Data records section start
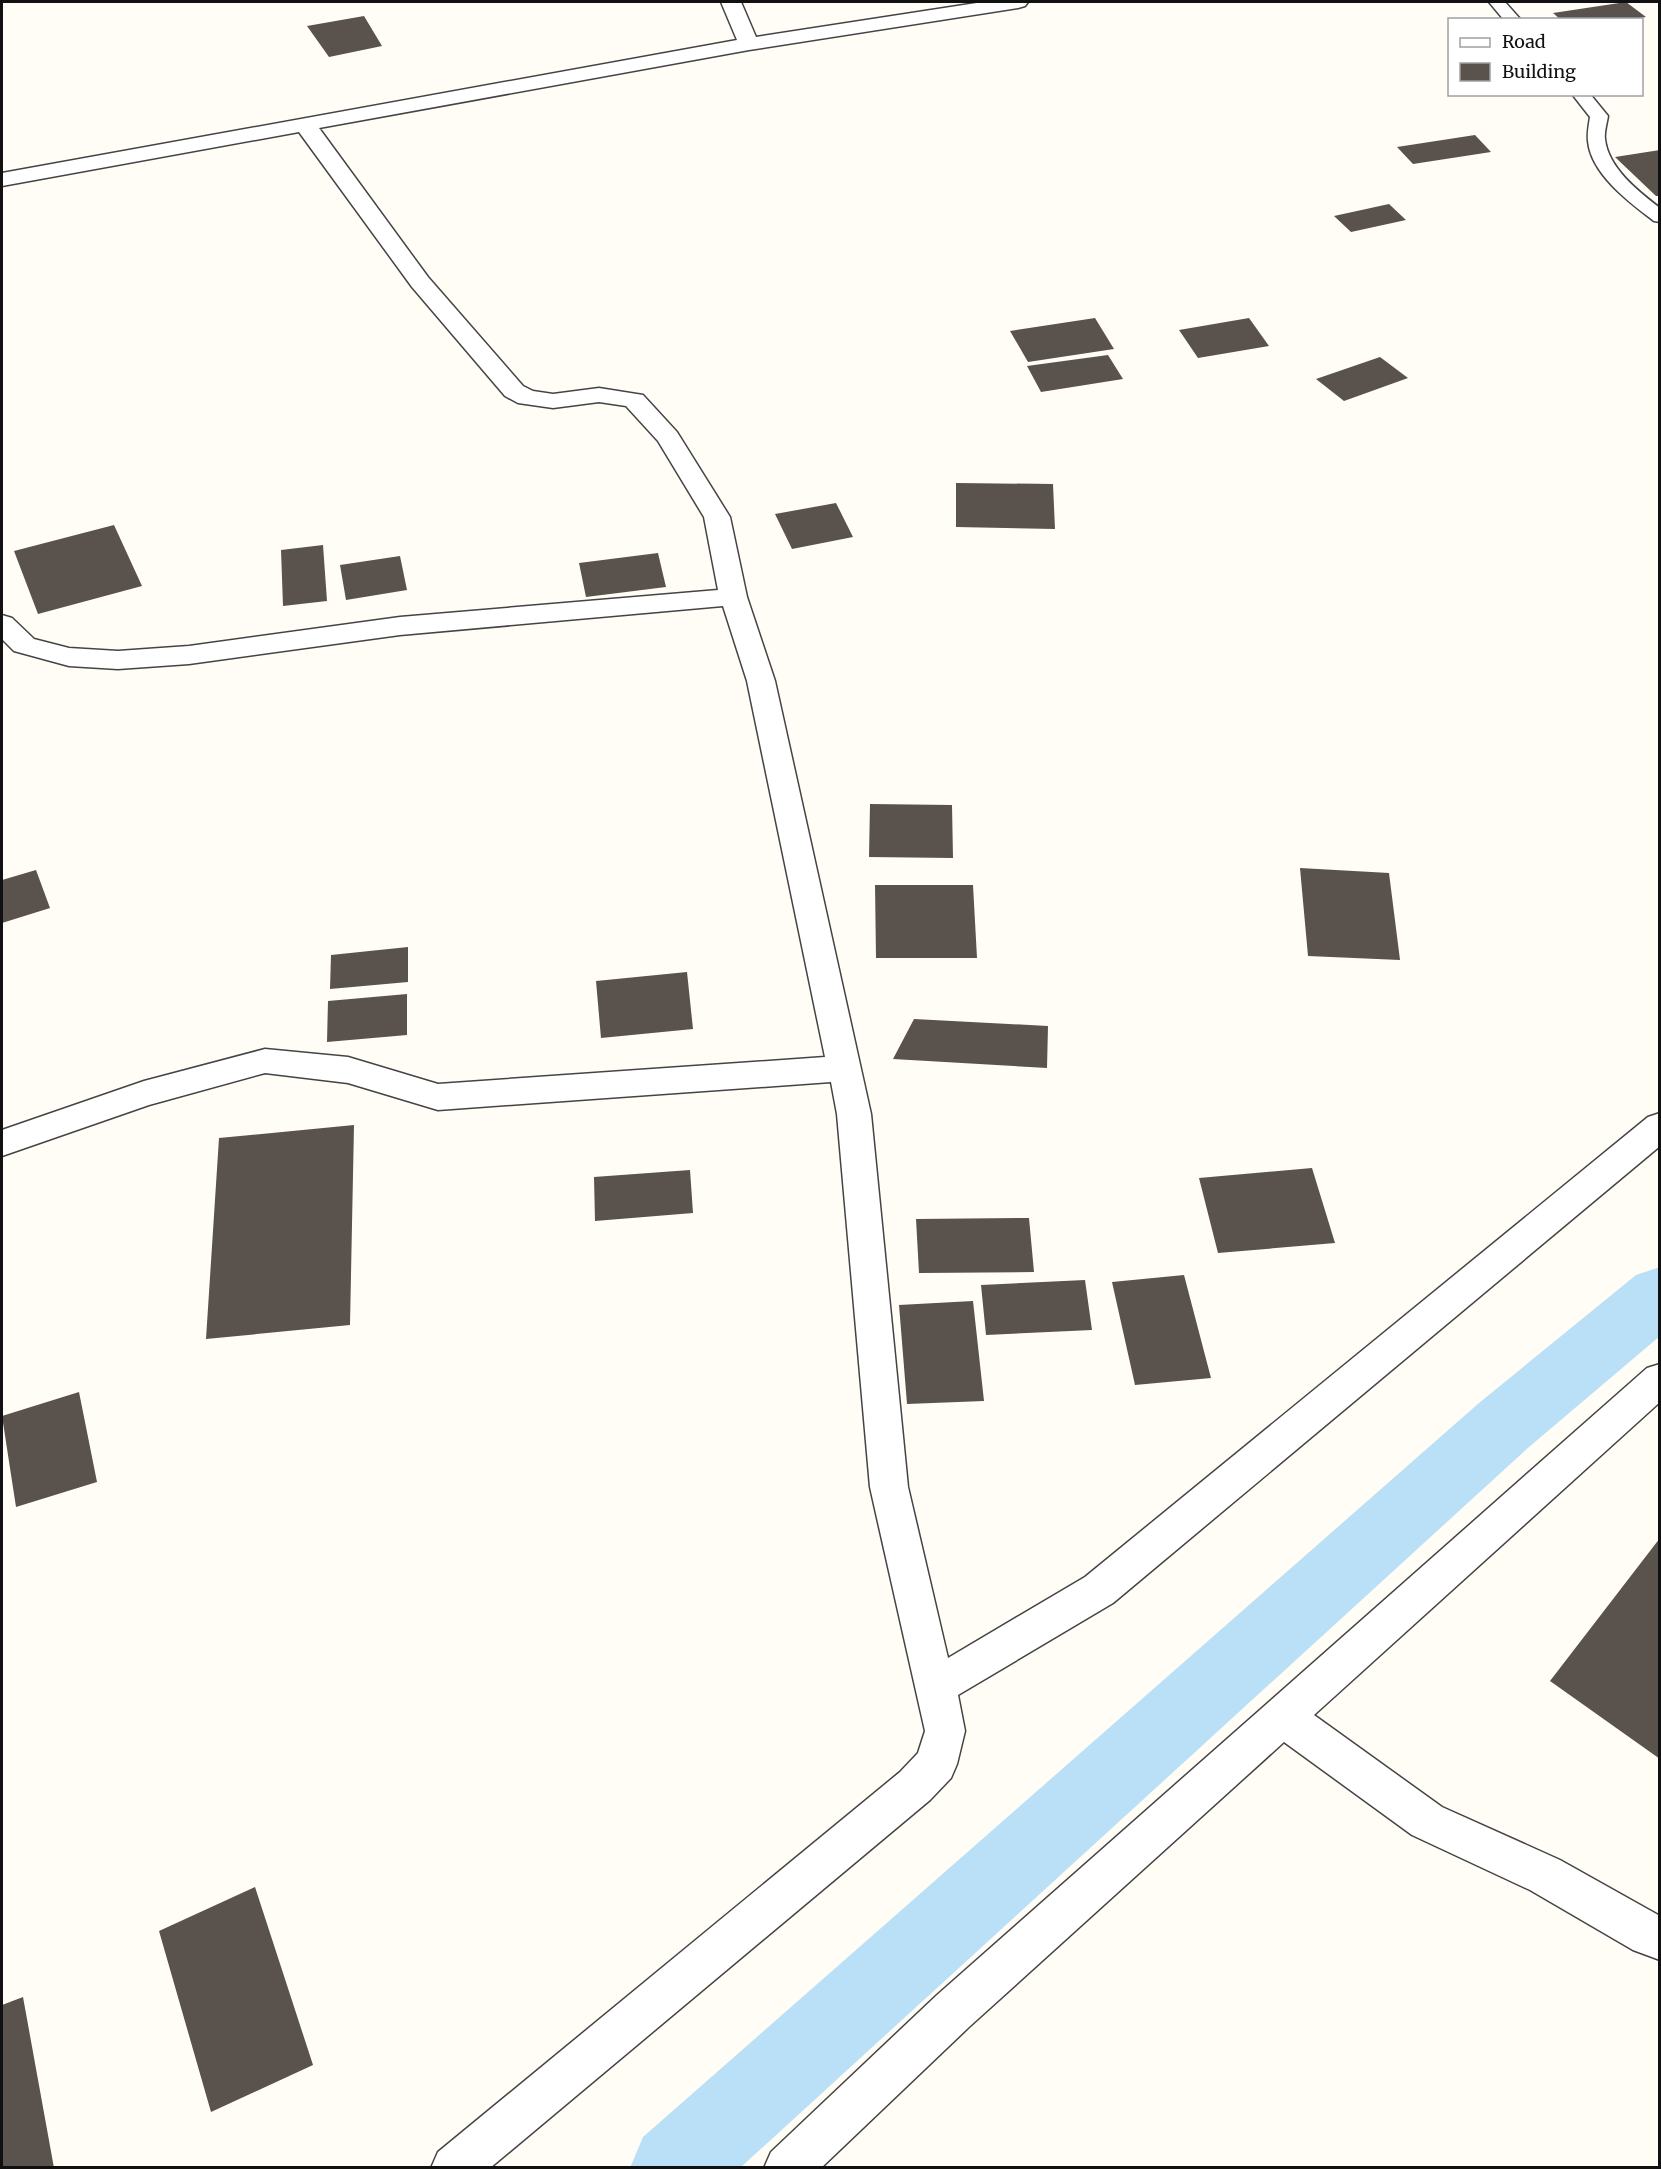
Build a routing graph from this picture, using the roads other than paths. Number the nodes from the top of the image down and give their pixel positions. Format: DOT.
graph roads {
  1 [pos="731,2"];
  2 [pos="1017,2"];
  3 [pos="1497,2"];
  4 [pos="1511,18"];
  5 [pos="749,44"];
  6 [pos="1582,96"];
  7 [pos="304,123"];
  8 [pos="2,179"];
  9 [pos="1659,217"];
  10 [pos="733,597"];
  11 [pos="2,624"];
  12 [pos="845,1068"];
  13 [pos="1659,1126"];
  14 [pos="2,1143"];
  15 [pos="1659,1379"];
  16 [pos="936,1686"];
  17 [pos="1282,1716"];
  18 [pos="1659,1938"];
  19 [pos="454,2168"];
  20 [pos="787,2168"];
  1 -- 5 [label="street"];
  2 -- 5 [label="street"];
  3 -- 4 [label="lane"];
  5 -- 7 [label="street"];
  6 -- 9 [label="lane"];
  7 -- 8 [label="street"];
  7 -- 10 [label="street"];
  10 -- 11 [label="street"];
  10 -- 12 [label="street"];
  12 -- 14 [label="street"];
  12 -- 16 [label="street"];
  13 -- 16 [label="street"];
  15 -- 17 [label="street"];
  16 -- 19 [label="street"];
  17 -- 18 [label="street"];
  17 -- 20 [label="street"];
}
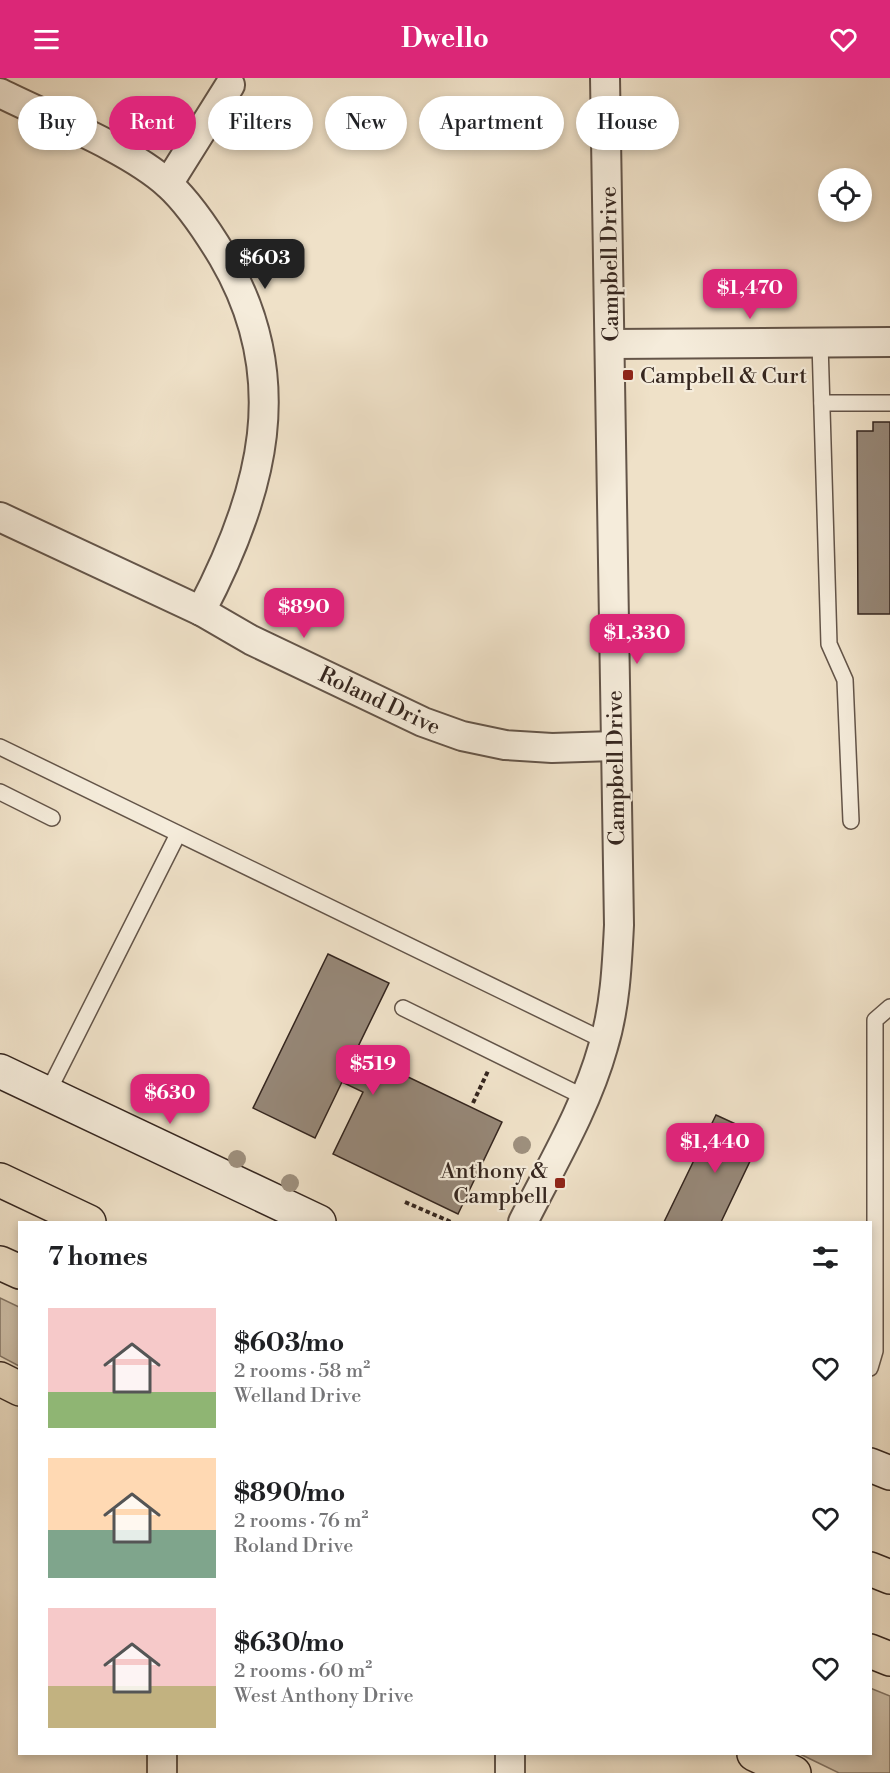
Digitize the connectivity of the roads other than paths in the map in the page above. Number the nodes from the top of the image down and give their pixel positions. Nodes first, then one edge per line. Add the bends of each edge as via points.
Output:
Data records section end
=== Activity ===
Write out every entry above exactly, minus the pictures.

=== Solution to the exercise ===
Build a routing graph from this picture, using the roads other than paths. Number the nodes from the top of the image down and give their pixel positions. Format: DOT.
graph roads {
  1 [pos="731,2"];
  2 [pos="1017,2"];
  3 [pos="1497,2"];
  4 [pos="1511,18"];
  5 [pos="749,44"];
  6 [pos="1582,96"];
  7 [pos="304,123"];
  8 [pos="2,179"];
  9 [pos="1659,217"];
  10 [pos="733,597"];
  11 [pos="2,624"];
  12 [pos="845,1068"];
  13 [pos="1659,1126"];
  14 [pos="2,1143"];
  15 [pos="1659,1379"];
  16 [pos="936,1686"];
  17 [pos="1282,1716"];
  18 [pos="1659,1938"];
  19 [pos="454,2168"];
  20 [pos="787,2168"];
  1 -- 5 [label="street"];
  2 -- 5 [label="street"];
  3 -- 4 [label="lane"];
  5 -- 7 [label="street"];
  6 -- 9 [label="lane"];
  7 -- 8 [label="street"];
  7 -- 10 [label="street"];
  10 -- 11 [label="street"];
  10 -- 12 [label="street"];
  12 -- 14 [label="street"];
  12 -- 16 [label="street"];
  13 -- 16 [label="street"];
  15 -- 17 [label="street"];
  16 -- 19 [label="street"];
  17 -- 18 [label="street"];
  17 -- 20 [label="street"];
}
Digitize the connectivity of the roads other than paths in the map in the page above. Number the nodes from the top of the image down and give their pixel positions. Nodes first, then one edge per line. Add the bends of each edge as via points.
Output:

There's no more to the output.